**TASK DIRECTIONS:** Note every line in the entries that contains the string "readable", and copy it.

**RAW DATA:**
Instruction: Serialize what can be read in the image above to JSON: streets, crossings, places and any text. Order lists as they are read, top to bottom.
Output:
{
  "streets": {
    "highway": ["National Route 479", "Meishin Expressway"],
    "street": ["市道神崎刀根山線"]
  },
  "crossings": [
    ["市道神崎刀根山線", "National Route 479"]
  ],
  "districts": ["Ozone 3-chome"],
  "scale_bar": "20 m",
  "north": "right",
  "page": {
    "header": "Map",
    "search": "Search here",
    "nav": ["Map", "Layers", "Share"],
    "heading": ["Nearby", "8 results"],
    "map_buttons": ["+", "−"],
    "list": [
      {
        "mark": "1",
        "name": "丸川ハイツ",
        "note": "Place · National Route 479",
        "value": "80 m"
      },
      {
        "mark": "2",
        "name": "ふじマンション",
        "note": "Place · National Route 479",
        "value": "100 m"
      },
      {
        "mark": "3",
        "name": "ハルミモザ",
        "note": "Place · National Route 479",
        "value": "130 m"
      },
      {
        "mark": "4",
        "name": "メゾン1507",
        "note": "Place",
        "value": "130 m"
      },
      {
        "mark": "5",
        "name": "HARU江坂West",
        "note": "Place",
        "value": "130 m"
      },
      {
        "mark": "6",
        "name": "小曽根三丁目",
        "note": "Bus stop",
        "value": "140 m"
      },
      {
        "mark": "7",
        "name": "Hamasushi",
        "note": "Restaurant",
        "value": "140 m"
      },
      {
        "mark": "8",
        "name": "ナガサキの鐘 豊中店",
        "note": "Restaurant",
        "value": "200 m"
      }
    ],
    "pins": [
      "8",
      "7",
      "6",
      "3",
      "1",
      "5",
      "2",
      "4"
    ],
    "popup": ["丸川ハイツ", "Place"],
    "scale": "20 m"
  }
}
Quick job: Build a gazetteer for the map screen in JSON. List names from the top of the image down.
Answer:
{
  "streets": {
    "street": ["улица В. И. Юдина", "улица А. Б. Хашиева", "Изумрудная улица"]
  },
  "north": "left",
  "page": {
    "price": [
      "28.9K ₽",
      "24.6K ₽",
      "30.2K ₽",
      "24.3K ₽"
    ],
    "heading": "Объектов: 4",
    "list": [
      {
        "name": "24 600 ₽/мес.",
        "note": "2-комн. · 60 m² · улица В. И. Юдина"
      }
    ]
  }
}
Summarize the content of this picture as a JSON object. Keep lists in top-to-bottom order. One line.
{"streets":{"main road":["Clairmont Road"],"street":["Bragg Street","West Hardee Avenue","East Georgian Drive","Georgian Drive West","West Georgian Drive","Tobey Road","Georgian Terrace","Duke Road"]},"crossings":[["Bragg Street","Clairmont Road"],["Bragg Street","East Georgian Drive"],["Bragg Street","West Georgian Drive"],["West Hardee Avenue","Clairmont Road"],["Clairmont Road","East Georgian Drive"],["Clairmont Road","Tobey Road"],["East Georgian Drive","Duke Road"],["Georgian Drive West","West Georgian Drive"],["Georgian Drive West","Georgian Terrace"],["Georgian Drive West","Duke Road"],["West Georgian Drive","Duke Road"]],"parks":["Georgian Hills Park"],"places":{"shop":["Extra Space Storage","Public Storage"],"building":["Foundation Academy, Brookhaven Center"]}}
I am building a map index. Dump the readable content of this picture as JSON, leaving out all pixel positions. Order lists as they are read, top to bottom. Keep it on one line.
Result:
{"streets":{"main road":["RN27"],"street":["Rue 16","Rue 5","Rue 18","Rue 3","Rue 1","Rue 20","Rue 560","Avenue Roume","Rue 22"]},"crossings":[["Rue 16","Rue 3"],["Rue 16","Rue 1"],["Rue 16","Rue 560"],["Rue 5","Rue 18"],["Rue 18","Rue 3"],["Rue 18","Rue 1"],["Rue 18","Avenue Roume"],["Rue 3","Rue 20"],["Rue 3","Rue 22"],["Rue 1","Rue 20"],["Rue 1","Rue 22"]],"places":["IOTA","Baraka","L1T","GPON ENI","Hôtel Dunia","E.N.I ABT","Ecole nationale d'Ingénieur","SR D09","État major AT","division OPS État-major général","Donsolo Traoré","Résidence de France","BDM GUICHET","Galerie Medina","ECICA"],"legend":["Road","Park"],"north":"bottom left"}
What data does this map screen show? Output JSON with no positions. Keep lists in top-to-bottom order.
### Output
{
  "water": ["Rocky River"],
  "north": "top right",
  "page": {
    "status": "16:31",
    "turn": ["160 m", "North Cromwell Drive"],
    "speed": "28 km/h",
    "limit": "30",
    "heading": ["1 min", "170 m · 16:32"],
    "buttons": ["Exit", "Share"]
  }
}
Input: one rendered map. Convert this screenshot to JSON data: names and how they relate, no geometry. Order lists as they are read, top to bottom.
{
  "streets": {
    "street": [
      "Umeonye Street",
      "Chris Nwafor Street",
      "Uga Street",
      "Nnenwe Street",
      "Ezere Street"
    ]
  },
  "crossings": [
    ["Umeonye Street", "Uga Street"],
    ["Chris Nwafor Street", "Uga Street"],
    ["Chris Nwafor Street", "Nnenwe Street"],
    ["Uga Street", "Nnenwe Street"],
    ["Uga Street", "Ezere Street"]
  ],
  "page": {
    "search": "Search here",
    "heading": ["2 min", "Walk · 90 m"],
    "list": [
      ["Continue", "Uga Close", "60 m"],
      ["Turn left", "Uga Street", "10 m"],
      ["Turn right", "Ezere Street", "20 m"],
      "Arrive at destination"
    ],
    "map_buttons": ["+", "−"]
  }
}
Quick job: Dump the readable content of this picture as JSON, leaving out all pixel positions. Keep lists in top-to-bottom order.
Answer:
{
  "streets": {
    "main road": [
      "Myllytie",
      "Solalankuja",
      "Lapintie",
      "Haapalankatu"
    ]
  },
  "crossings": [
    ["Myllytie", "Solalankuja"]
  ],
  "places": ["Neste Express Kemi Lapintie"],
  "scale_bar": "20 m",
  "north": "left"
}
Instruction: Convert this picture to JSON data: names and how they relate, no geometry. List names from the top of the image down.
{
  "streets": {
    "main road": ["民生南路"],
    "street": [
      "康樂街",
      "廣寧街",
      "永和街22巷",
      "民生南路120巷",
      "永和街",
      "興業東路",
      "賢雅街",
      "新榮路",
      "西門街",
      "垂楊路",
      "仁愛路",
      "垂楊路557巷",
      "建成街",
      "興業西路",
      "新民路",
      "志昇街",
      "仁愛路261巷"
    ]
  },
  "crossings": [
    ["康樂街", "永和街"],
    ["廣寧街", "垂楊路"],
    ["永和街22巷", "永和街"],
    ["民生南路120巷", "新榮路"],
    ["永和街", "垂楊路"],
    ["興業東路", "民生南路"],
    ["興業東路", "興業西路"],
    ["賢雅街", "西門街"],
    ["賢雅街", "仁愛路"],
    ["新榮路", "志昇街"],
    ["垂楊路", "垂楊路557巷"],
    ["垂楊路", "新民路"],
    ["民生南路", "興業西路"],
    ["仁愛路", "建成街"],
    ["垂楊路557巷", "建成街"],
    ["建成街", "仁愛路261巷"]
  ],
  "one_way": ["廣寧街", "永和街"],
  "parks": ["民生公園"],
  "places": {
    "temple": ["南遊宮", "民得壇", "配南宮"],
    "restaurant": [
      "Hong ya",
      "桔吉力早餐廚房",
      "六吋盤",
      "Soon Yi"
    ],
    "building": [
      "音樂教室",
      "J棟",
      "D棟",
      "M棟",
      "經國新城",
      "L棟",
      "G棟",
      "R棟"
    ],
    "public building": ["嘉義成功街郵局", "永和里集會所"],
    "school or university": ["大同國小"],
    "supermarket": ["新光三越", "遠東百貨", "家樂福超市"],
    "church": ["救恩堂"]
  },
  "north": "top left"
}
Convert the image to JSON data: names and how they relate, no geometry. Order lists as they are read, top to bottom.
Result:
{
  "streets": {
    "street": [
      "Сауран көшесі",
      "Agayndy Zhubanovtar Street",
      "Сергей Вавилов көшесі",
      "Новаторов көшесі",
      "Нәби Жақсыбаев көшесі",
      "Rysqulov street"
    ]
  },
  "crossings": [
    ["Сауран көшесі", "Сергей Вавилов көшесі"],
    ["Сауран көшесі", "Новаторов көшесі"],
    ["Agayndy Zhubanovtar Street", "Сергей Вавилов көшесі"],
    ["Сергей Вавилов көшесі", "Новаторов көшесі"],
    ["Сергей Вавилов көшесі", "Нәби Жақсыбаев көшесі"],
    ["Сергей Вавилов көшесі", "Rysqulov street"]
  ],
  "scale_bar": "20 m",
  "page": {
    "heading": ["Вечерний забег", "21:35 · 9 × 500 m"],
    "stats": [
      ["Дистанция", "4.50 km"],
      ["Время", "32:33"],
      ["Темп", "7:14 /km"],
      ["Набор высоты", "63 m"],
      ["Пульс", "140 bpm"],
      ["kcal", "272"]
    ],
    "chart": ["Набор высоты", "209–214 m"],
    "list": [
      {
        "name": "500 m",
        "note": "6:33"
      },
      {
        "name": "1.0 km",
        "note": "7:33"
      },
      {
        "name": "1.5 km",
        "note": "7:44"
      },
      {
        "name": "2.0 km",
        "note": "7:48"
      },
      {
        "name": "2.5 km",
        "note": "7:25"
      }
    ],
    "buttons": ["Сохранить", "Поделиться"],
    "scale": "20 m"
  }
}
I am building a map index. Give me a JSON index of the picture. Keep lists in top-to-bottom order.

**RESPONSE FOR THIS EXERCISE:**
I am building a map index. Dump the readable content of this picture as JSON, leaving out all pixel positions. Order lists as they are read, top to bottom. Keep it on one line.
Quick job: Dump the readable content of this picture as JSON, leaving out all pixel positions. Keep lists in top-to-bottom order.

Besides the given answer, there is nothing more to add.